Greenpeace fury at Mackenzie Dairy decision
Greenpeace is furious at a council decision to let the controversial mega dairy farm in the Mackenzie turn on it’s irrigators before all the conditions of the resource consent are met.
ECan, Canterbury’s Regional Council has green lit the latest plans of rich-lister Murray Valentine.
He is trying to convert iconic wilderness near the foot of Aoraki Mount Cook into a huge dairy development.
Greenpeace campaigner Gen Toop says she’s "absolutely livid that ECan is allowing the country's largest mega-dairy farm conversion to completely break the rules."
"What’s the point in having rules in place to protect wildlife and rivers when big dairy is allowed to just break them like this."
One of the conditions of the irrigation consent is a baseline ecological survey. ECan issued a statement indicating that irrigation will begin even though Valentine still has not met this condition.

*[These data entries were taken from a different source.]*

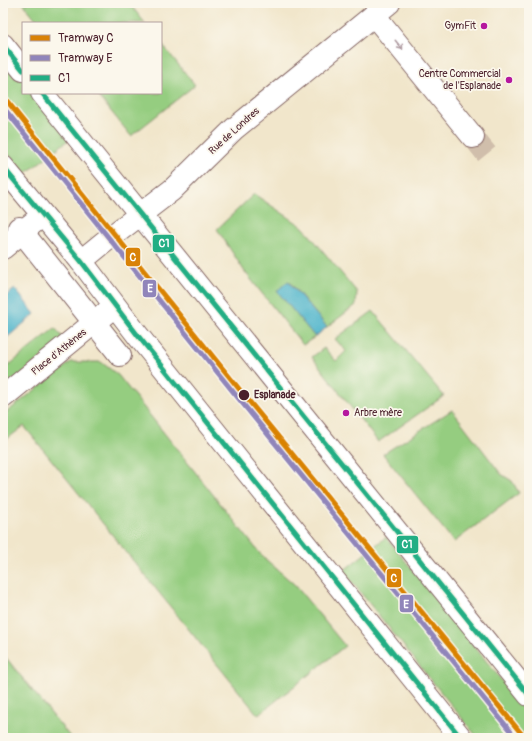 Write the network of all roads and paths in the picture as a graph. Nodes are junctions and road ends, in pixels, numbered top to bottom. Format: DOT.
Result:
graph roads {
  1 [pos="382,9"];
  2 [pos="3,45"];
  3 [pos="22,69"];
  4 [pos="43,94"];
  5 [pos="473,137"];
  6 [pos="3,167"];
  7 [pos="141,214"];
  8 [pos="43,215"];
  9 [pos="20,230"];
  10 [pos="3,248"];
  11 [pos="81,261"];
  12 [pos="116,305"];
  13 [pos="94,323"];
  14 [pos="120,355"];
  15 [pos="3,397"];
  16 [pos="529,695"];
  17 [pos="461,738"];
  1 -- 5 [label="street, one-way"];
  1 -- 7 [label="street, Rue de Londres"];
  2 -- 3 [label="street"];
  4 -- 7 [label="street"];
  6 -- 8 [label="street"];
  7 -- 11 [label="street, Rue de Londres"];
  7 -- 16 [label="street"];
  8 -- 9 [label="street"];
  8 -- 11 [label="street"];
  9 -- 10 [label="street"];
  9 -- 13 [label="street"];
  11 -- 12 [label="street"];
  12 -- 13 [label="street, Place d'Athènes"];
  12 -- 17 [label="street"];
  13 -- 14 [label="street"];
  13 -- 15 [label="street, Place d'Athènes"];
} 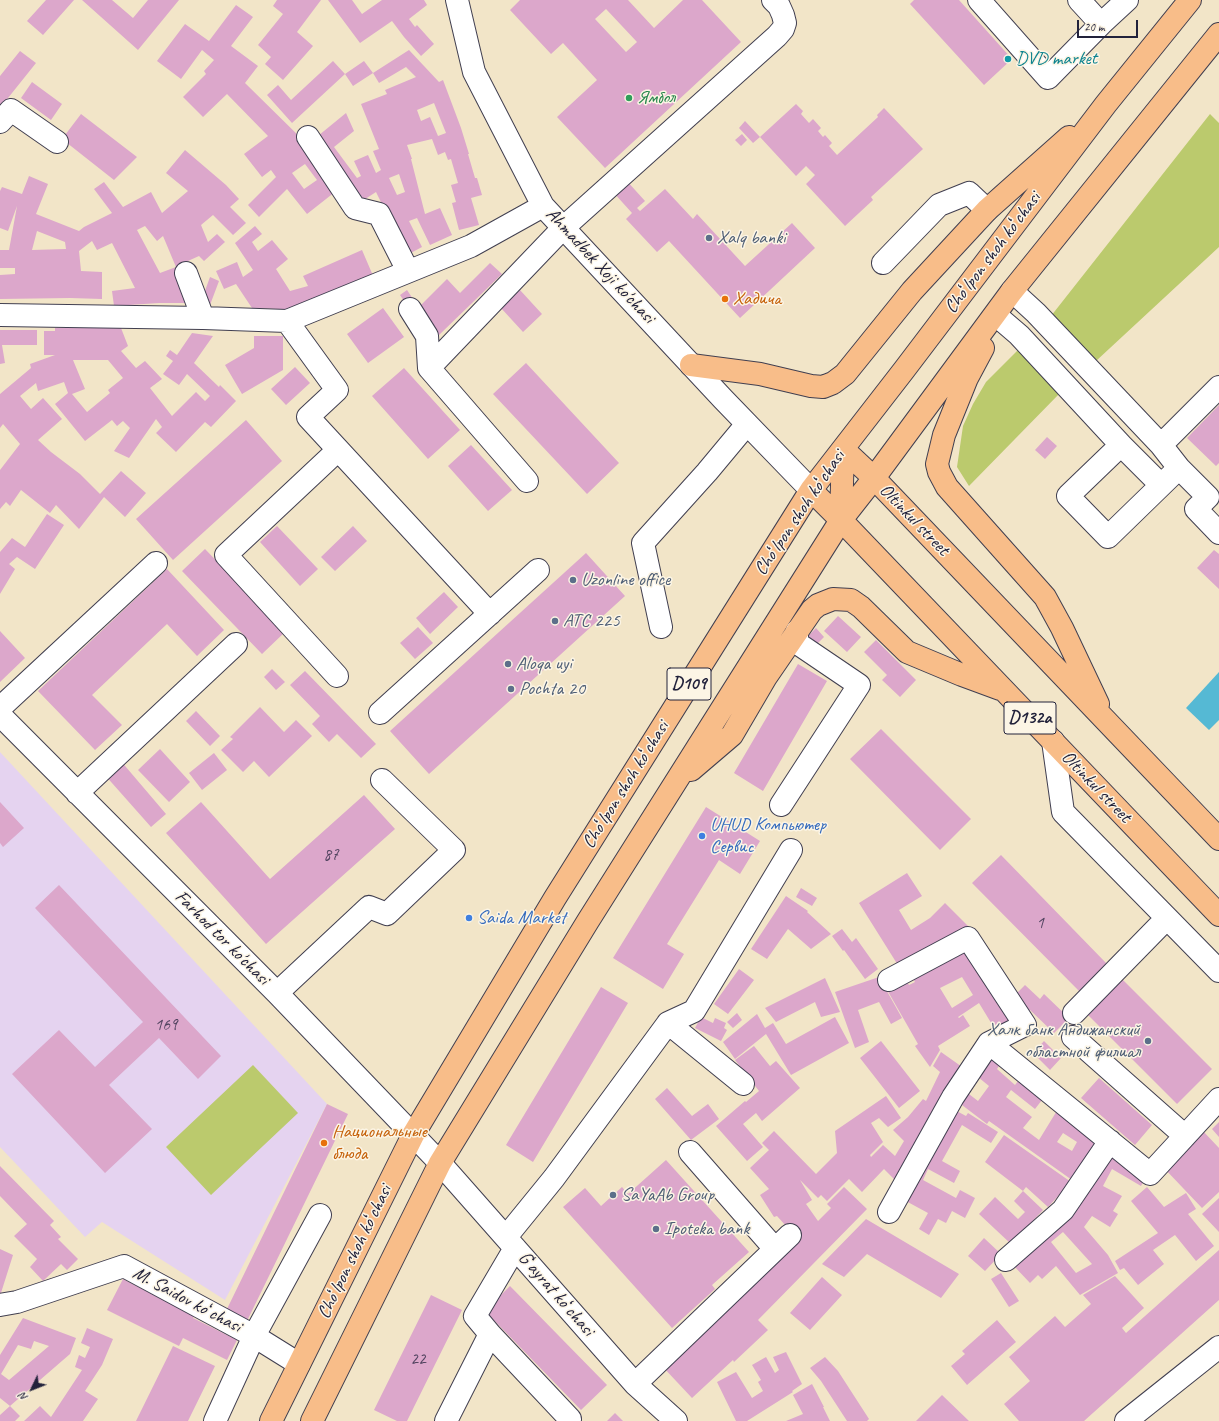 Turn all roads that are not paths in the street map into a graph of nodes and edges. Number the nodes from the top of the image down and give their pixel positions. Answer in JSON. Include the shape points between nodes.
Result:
{"nodes":[{"id":1,"x":457,"y":0,"type":"edge"},
{"id":2,"x":773,"y":0,"type":"edge"},
{"id":3,"x":1079,"y":0,"type":"edge"},
{"id":4,"x":1127,"y":0,"type":"edge"},
{"id":5,"x":1190,"y":0,"type":"edge"},
{"id":6,"x":980,"y":1,"type":"edge"},
{"id":7,"x":1101,"y":24,"type":"junction"},
{"id":8,"x":1219,"y":34,"type":"edge"},
{"id":9,"x":1106,"y":104,"type":"junction"},
{"id":10,"x":0,"y":122,"type":"edge"},
{"id":11,"x":308,"y":138,"type":"dead end"},
{"id":12,"x":57,"y":142,"type":"dead end"},
{"id":13,"x":543,"y":206,"type":"junction"},
{"id":14,"x":987,"y":210,"type":"junction"},
{"id":15,"x":563,"y":228,"type":"junction"},
{"id":16,"x":883,"y":263,"type":"dead end"},
{"id":17,"x":408,"y":271,"type":"junction"},
{"id":18,"x":186,"y":273,"type":"dead end"},
{"id":19,"x":1012,"y":291,"type":"junction"},
{"id":20,"x":410,"y":309,"type":"dead end"},
{"id":21,"x":0,"y":315,"type":"edge"},
{"id":22,"x":998,"y":317,"type":"junction"},
{"id":23,"x":203,"y":318,"type":"junction"},
{"id":24,"x":287,"y":321,"type":"junction"},
{"id":25,"x":691,"y":365,"type":"junction"},
{"id":26,"x":429,"y":368,"type":"junction"},
{"id":27,"x":1219,"y":387,"type":"edge"},
{"id":28,"x":747,"y":424,"type":"junction"},
{"id":29,"x":1121,"y":445,"type":"junction"},
{"id":30,"x":1161,"y":445,"type":"junction"},
{"id":31,"x":843,"y":449,"type":"junction"},
{"id":32,"x":338,"y":450,"type":"junction"},
{"id":33,"x":1179,"y":468,"type":"junction"},
{"id":34,"x":874,"y":478,"type":"junction"},
{"id":35,"x":527,"y":481,"type":"dead end"},
{"id":36,"x":842,"y":484,"type":"junction"},
{"id":37,"x":1161,"y":485,"type":"junction"},
{"id":38,"x":811,"y":490,"type":"junction"},
{"id":39,"x":841,"y":520,"type":"junction"},
{"id":40,"x":1219,"y":533,"type":"edge"},
{"id":41,"x":156,"y":564,"type":"dead end"},
{"id":42,"x":538,"y":570,"type":"dead end"},
{"id":43,"x":490,"y":614,"type":"junction"},
{"id":44,"x":661,"y":628,"type":"dead end"},
{"id":45,"x":797,"y":631,"type":"junction"},
{"id":46,"x":236,"y":644,"type":"dead end"},
{"id":47,"x":337,"y":676,"type":"dead end"},
{"id":48,"x":1004,"y":691,"type":"junction"},
{"id":49,"x":0,"y":708,"type":"edge"},
{"id":50,"x":380,"y":713,"type":"dead end"},
{"id":51,"x":0,"y":715,"type":"edge"},
{"id":52,"x":1105,"y":720,"type":"junction"},
{"id":53,"x":1053,"y":741,"type":"junction"},
{"id":54,"x":382,"y":780,"type":"dead end"},
{"id":55,"x":674,"y":784,"type":"junction"},
{"id":56,"x":76,"y":793,"type":"junction"},
{"id":57,"x":781,"y":805,"type":"dead end"},
{"id":58,"x":1219,"y":840,"type":"edge"},
{"id":59,"x":791,"y":850,"type":"dead end"},
{"id":60,"x":1219,"y":915,"type":"edge"},
{"id":61,"x":1167,"y":918,"type":"junction"},
{"id":62,"x":1219,"y":971,"type":"edge"},
{"id":63,"x":889,"y":980,"type":"dead end"},
{"id":64,"x":277,"y":994,"type":"junction"},
{"id":65,"x":1074,"y":1013,"type":"dead end"},
{"id":66,"x":668,"y":1023,"type":"junction"},
{"id":67,"x":1073,"y":1037,"type":"dead end"},
{"id":68,"x":989,"y":1043,"type":"junction"},
{"id":69,"x":743,"y":1084,"type":"dead end"},
{"id":70,"x":1219,"y":1099,"type":"edge"},
{"id":71,"x":413,"y":1134,"type":"junction"},
{"id":72,"x":1185,"y":1136,"type":"junction"},
{"id":73,"x":1110,"y":1141,"type":"junction"},
{"id":74,"x":690,"y":1152,"type":"dead end"},
{"id":75,"x":440,"y":1163,"type":"junction"},
{"id":76,"x":890,"y":1212,"type":"dead end"},
{"id":77,"x":320,"y":1215,"type":"dead end"},
{"id":78,"x":510,"y":1243,"type":"junction"},
{"id":79,"x":1006,"y":1260,"type":"dead end"},
{"id":80,"x":0,"y":1305,"type":"edge"},
{"id":81,"x":490,"y":1334,"type":"junction"},
{"id":82,"x":254,"y":1336,"type":"junction"},
{"id":83,"x":1219,"y":1347,"type":"edge"},
{"id":84,"x":299,"y":1364,"type":"junction"},
{"id":85,"x":635,"y":1384,"type":"junction"},
{"id":86,"x":215,"y":1421,"type":"edge"},
{"id":87,"x":272,"y":1421,"type":"edge"},
{"id":88,"x":312,"y":1421,"type":"edge"},
{"id":89,"x":446,"y":1421,"type":"edge"},
{"id":90,"x":568,"y":1421,"type":"edge"},
{"id":91,"x":676,"y":1421,"type":"edge"},
{"id":92,"x":1126,"y":1421,"type":"edge"}],
"edges":[{"from":1,"to":13,"type":"street","name":"Ahmadbek Xoji ko'chasi","via":[[474,72]]},
{"from":2,"to":15,"type":"street","via":[[779,6],[785,23],[777,36]]},
{"from":3,"to":7,"type":"street"},
{"from":4,"to":7,"type":"street"},
{"from":5,"to":9,"type":"main road","name":"Choʻlpon shoh koʻchasi","number":"D109"},
{"from":6,"to":7,"type":"street","via":[[1048,78]]},
{"from":8,"to":19,"type":"main road","name":"Choʻlpon shoh koʻchasi","number":"D109"},
{"from":9,"to":14,"type":"main road"},
{"from":9,"to":31,"type":"main road","name":"Choʻlpon shoh koʻchasi","number":"D109"},
{"from":10,"to":12,"type":"street","via":[[11,110]]},
{"from":11,"to":17,"type":"street","via":[[355,208],[379,214]]},
{"from":13,"to":15,"type":"street","name":"Ahmadbek Xoji ko'chasi"},
{"from":13,"to":17,"type":"street","via":[[471,246]]},
{"from":14,"to":16,"type":"street","via":[[969,193],[938,205]]},
{"from":14,"to":25,"type":"main road","via":[[912,291],[845,374],[833,383],[823,387],[811,386],[760,374]]},
{"from":15,"to":25,"type":"street","name":"Ahmadbek Xoji ko'chasi"},
{"from":15,"to":26,"type":"street"},
{"from":17,"to":24,"type":"street"},
{"from":18,"to":23,"type":"street"},
{"from":19,"to":22,"type":"main road"},
{"from":19,"to":30,"type":"street"},
{"from":19,"to":34,"type":"main road","name":"Choʻlpon shoh koʻchasi","number":"D109"},
{"from":20,"to":26,"type":"street","via":[[427,336]]},
{"from":21,"to":23,"type":"street"},
{"from":22,"to":29,"type":"street","via":[[1019,335]]},
{"from":22,"to":52,"type":"main road","via":[[967,378],[944,435],[937,464],[939,472],[946,487],[1045,597]]},
{"from":23,"to":24,"type":"street"},
{"from":24,"to":32,"type":"street","via":[[337,390],[308,417]]},
{"from":25,"to":28,"type":"street","name":"Ahmadbek Xoji ko'chasi"},
{"from":26,"to":35,"type":"street"},
{"from":27,"to":30,"type":"street"},
{"from":28,"to":38,"type":"street","name":"Ahmadbek Xoji ko'chasi"},
{"from":28,"to":44,"type":"street","via":[[643,543]]},
{"from":29,"to":37,"type":"street"},
{"from":29,"to":37,"type":"street","via":[[1068,496],[1108,537]]},
{"from":30,"to":33,"type":"street"},
{"from":31,"to":34,"type":"main road","name":"Oltinkul street"},
{"from":31,"to":36,"type":"main road"},
{"from":31,"to":38,"type":"main road","name":"Choʻlpon shoh koʻchasi","number":"D109"},
{"from":32,"to":43,"type":"street"},
{"from":32,"to":47,"type":"street","via":[[226,555]]},
{"from":33,"to":37,"type":"street"},
{"from":33,"to":40,"type":"street","via":[[1208,497],[1196,509]]},
{"from":34,"to":36,"type":"main road"},
{"from":34,"to":39,"type":"main road","name":"Choʻlpon shoh koʻchasi","number":"D109"},
{"from":34,"to":52,"type":"main road","name":"Oltinkul street","number":"D132a"},
{"from":36,"to":38,"type":"main road"},
{"from":36,"to":39,"type":"main road"},
{"from":38,"to":39,"type":"main road","name":"Oltinkul street"},
{"from":38,"to":71,"type":"main road","name":"Choʻlpon shoh koʻchasi","number":"D109","via":[[559,892]]},
{"from":39,"to":48,"type":"main road","name":"Oltinkul street","number":"D132a"},
{"from":39,"to":55,"type":"main road","name":"Choʻlpon shoh koʻchasi","number":"D109"},
{"from":41,"to":49,"type":"street"},
{"from":42,"to":43,"type":"street"},
{"from":43,"to":50,"type":"street"},
{"from":45,"to":48,"type":"main road","via":[[818,605],[833,600],[851,600],[907,652]]},
{"from":45,"to":55,"type":"main road","via":[[732,735]]},
{"from":45,"to":57,"type":"street","via":[[798,643],[859,685]]},
{"from":46,"to":56,"type":"street"},
{"from":48,"to":53,"type":"main road","name":"Oltinkul street","number":"D132a"},
{"from":51,"to":56,"type":"street","name":"Farhod tor ko'chasi"},
{"from":52,"to":58,"type":"main road","name":"Oltinkul street","number":"D132a"},
{"from":53,"to":60,"type":"main road","name":"Oltinkul street","number":"D132a"},
{"from":53,"to":61,"type":"street","via":[[1063,812]]},
{"from":54,"to":64,"type":"street","via":[[454,850],[387,914],[369,907]]},
{"from":55,"to":75,"type":"main road","name":"Choʻlpon shoh koʻchasi","number":"D109"},
{"from":56,"to":64,"type":"street","name":"Farhod tor ko'chasi"},
{"from":59,"to":66,"type":"street","via":[[694,1011]]},
{"from":61,"to":62,"type":"street"},
{"from":61,"to":65,"type":"street"},
{"from":63,"to":68,"type":"street","via":[[968,938],[1025,1025]]},
{"from":64,"to":71,"type":"street","name":"Farhod tor ko'chasi"},
{"from":66,"to":69,"type":"street"},
{"from":66,"to":78,"type":"street","via":[[554,1178]]},
{"from":67,"to":72,"type":"street"},
{"from":68,"to":73,"type":"street"},
{"from":68,"to":76,"type":"street","via":[[953,1097]]},
{"from":70,"to":72,"type":"street"},
{"from":71,"to":75,"type":"street","name":"Farhod tor ko'chasi"},
{"from":71,"to":84,"type":"main road","name":"Choʻlpon shoh koʻchasi","number":"D109"},
{"from":72,"to":73,"type":"street","via":[[1150,1174]]},
{"from":73,"to":79,"type":"street","via":[[1063,1210]]},
{"from":74,"to":85,"type":"street","via":[[782,1242]]},
{"from":75,"to":78,"type":"street","name":"Gʻayrat koʻchasi"},
{"from":75,"to":88,"type":"main road","name":"Choʻlpon shoh koʻchasi","number":"D109"},
{"from":77,"to":82,"type":"street"},
{"from":78,"to":81,"type":"street","via":[[475,1316]]},
{"from":78,"to":85,"type":"street","name":"Gʻayrat koʻchasi"},
{"from":80,"to":82,"type":"street","name":"M. Saidov koʻchasi","via":[[17,1302],[124,1266]]},
{"from":81,"to":89,"type":"street"},
{"from":81,"to":90,"type":"street","via":[[570,1419]]},
{"from":82,"to":84,"type":"street","name":"M. Saidov koʻchasi"},
{"from":82,"to":86,"type":"street"},
{"from":83,"to":92,"type":"street"},
{"from":84,"to":87,"type":"main road","name":"Choʻlpon shoh koʻchasi","number":"D109"},
{"from":85,"to":91,"type":"street","name":"Gʻayrat koʻchasi"}]} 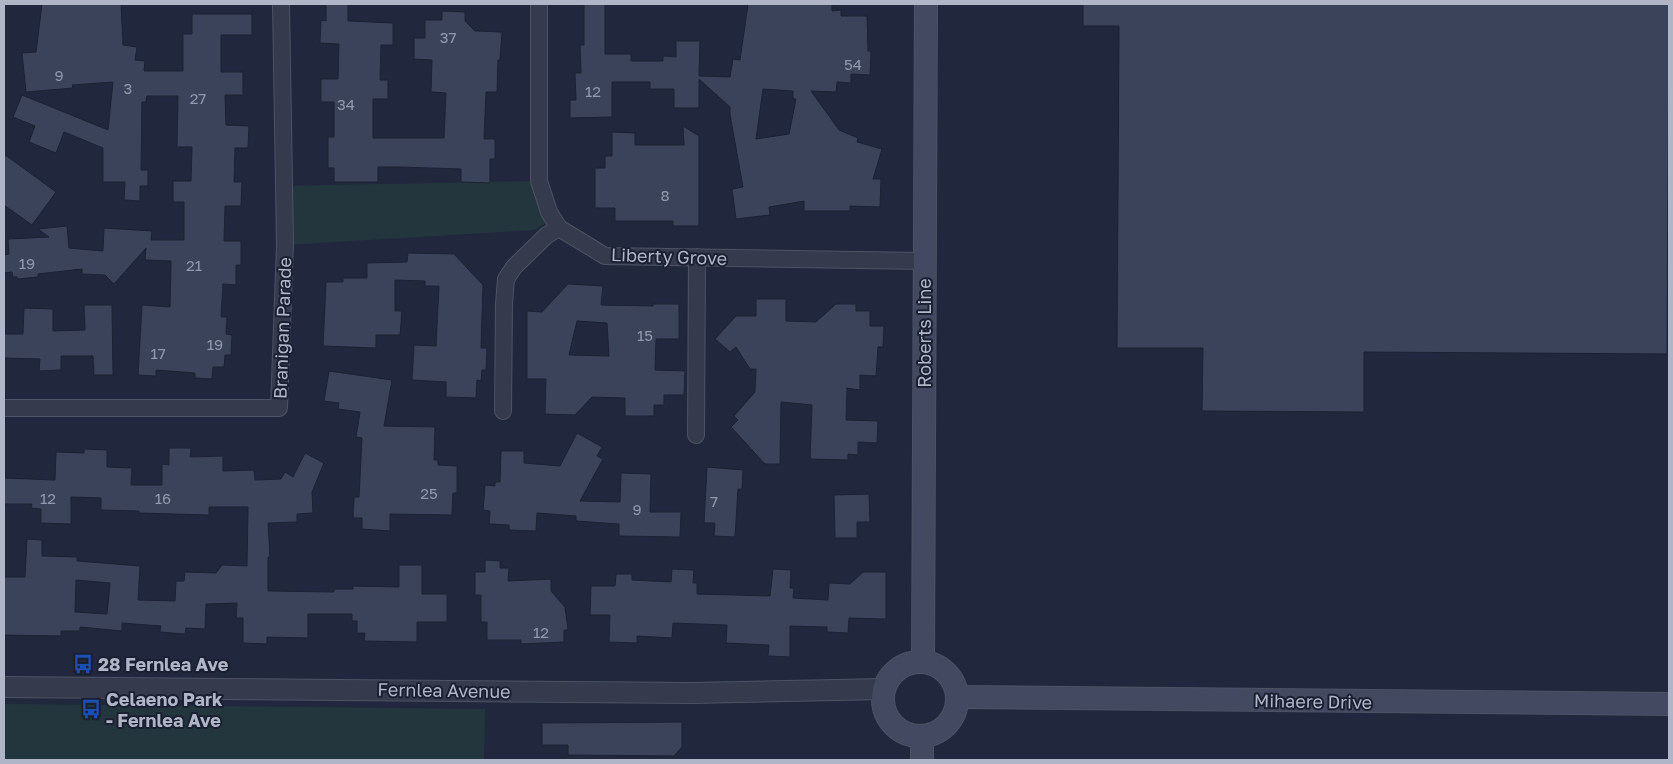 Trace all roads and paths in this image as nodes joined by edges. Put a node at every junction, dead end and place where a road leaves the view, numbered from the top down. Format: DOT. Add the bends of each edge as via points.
graph roads {
  1 [pos="281,4"];
  2 [pos="539,4"];
  3 [pos="926,4"];
  4 [pos="559,228"];
  5 [pos="697,257"];
  6 [pos="924,261"];
  7 [pos="4,408"];
  8 [pos="503,412"];
  9 [pos="696,436"];
  10 [pos="923,662"];
  11 [pos="4,687"];
  12 [pos="885,689"];
  13 [pos="957,697"];
  14 [pos="1669,704"];
  15 [pos="922,736"];
  16 [pos="922,760"];
  1 -- 7 [label="street, Branigan Parade" via="285,245 279,408"];
  2 -- 4 [label="street" via="539,181 549,212"];
  3 -- 6 [label="main road, Roberts Line"];
  4 -- 5 [label="street, Liberty Grove" via="605,256"];
  4 -- 8 [label="street" via="547,235 514,267 506,280"];
  5 -- 6 [label="street, Liberty Grove"];
  5 -- 9 [label="street"];
  6 -- 10 [label="main road, Roberts Line"];
  10 -- 12 [label="main road" via="899,668"];
  10 -- 13 [label="main road" via="934,664 950,677"];
  11 -- 12 [label="street, Fernlea Avenue" via="693,693"];
  12 -- 15 [label="main road" via="886,712 892,722 900,729"];
  13 -- 14 [label="main road, Mihaere Drive"];
  13 -- 15 [label="main road" via="956,708 944,728"];
  15 -- 16 [label="main road"];
} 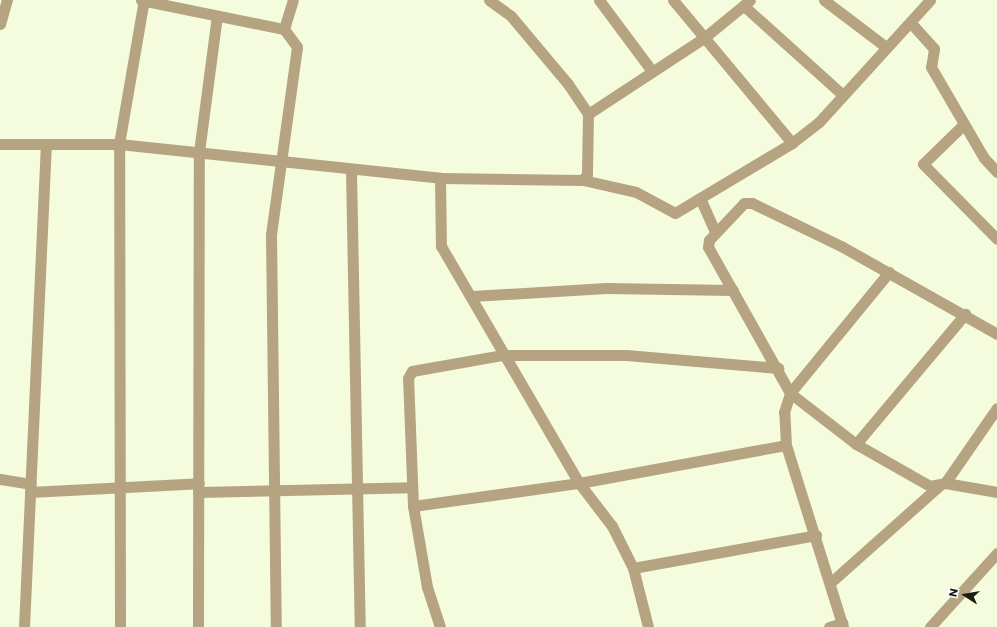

The environmental organisation is calling on ECan to refuse to let the irrigators be turned on until the consent conditions have been met.
"ECan’s job is to protect the environment but they are doing the exact opposite. They are bending the rules so that dairy corporates can make money at the cost of fragile landscapes, endangered wildlife and our rivers" says Toop
"This latest decision sets a really dangerous precedent. The environmental regulator is publicly and proudly letting the dairy industry run rampant."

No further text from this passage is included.